Advances in Chromatography & HPLC Techniques

Biography

Biography: Mladen Krajacic

Abstract

The particular structure of monolithic chromatographic supports has been proved highly advantageous in analytic separation and purification of large biomolecules. Characterized by very high porosity, high binding capacity, and high flow rate based on convective mass transport, monoliths are particularly applicable in virus research. Monolith chromatography has hardly any limitation to be applied in processing of virus particles, huge macromolecular complexes, and viral genomes, especially when being distinct from nucleic acid forms present in the host cell. The majority of trials published so far, have exploited ion exchange carriers, although other chemistries are also applicable, like hydrophobic interaction when concentrating viruses from marine environment. According to papers published over the past decade, viruses of different sizes, structures and morphologies, even virus-like particles, have successfully been purified from tissue homogenates or cell lysates. Moreover, following virtual separation by overlapping chromatograms obtained from separate experiments, a real separation of three virus species, and a distant strain of one of them (four viral fractions in total) was accomplished from laboratory prepared mixture. One of the most recent achievements is a proof of principle that virus chromatographic feature could easily be modified without abolishing its structural stability, or its biological activity.
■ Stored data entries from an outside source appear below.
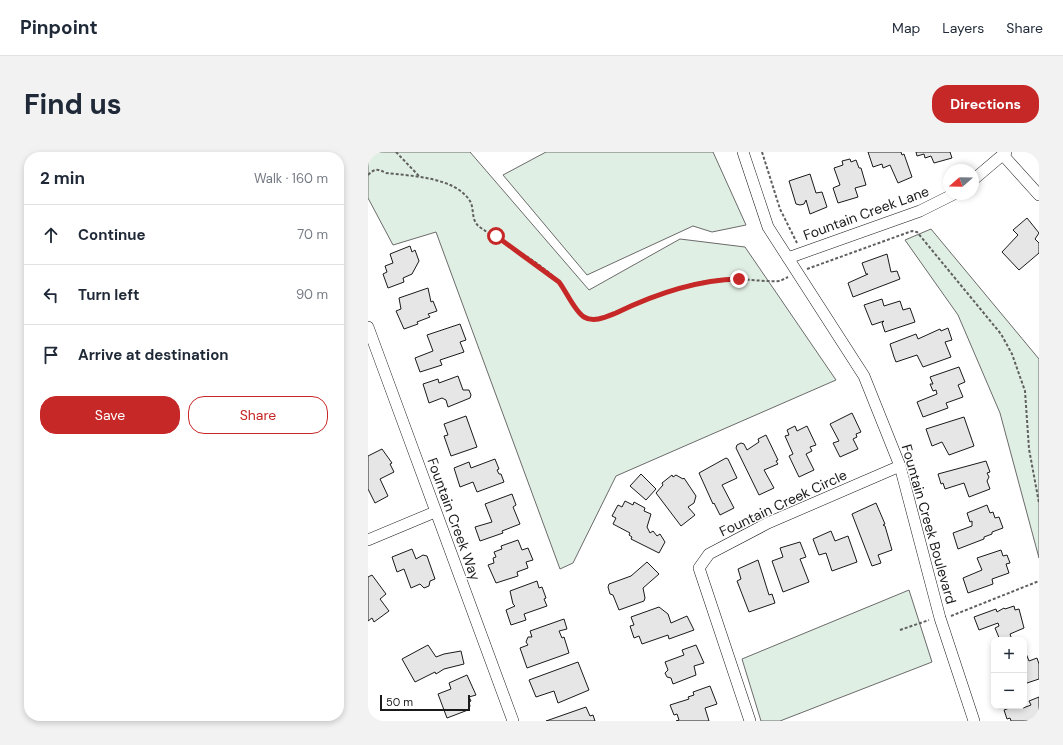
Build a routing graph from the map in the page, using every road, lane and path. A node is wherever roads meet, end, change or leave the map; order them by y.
1 (396, 152) edge
2 (743, 152) edge
3 (762, 152) edge
4 (1004, 154) edge
5 (368, 175) edge
6 (979, 175) edge
7 (420, 177) junction
8 (1039, 195) edge
9 (943, 200) edge
10 (804, 252) junction
11 (788, 258) junction
12 (780, 281) dead end
13 (368, 327) edge
14 (900, 466) junction
15 (1039, 503) edge
16 (435, 512) junction
17 (368, 540) edge
18 (1039, 581) edge
19 (940, 618) junction
20 (900, 630) dead end
21 (513, 721) edge
22 (750, 721) edge
23 (974, 721) edge

1 - 7 path
2 - 11 street, Fountain Creek Boulevard
3 - 10 path
4 - 6 street
4 - 8 street
5 - 7 path
7 - 12 path
9 - 10 street, Fountain Creek Lane
10 - 11 street, Fountain Creek Lane
10 - 15 path
11 - 14 street, Fountain Creek Boulevard
13 - 16 street, Fountain Creek Way
14 - 19 street, Fountain Creek Boulevard
14 - 22 street, Fountain Creek Circle
16 - 17 street
16 - 21 street, Fountain Creek Way
18 - 19 path
19 - 20 path
19 - 23 street, Fountain Creek Boulevard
As adenoviruses have been used in almost a quarter of human gene therapy trials, the experiment was conducted with an adenoviral vector. The deletion of just two negatively charged amino acids from the main structural protein was efficient in shortening chromatographic retention of the recombinant adenovirus. In this way, it would be possible to shift virus particles away from particular interfering substances present in the crude lysate. The concept might be followed to facilitate chromatography-approach purification by engineering modifications contributing to virus separability, besides those contributing to its therapeutic functionality.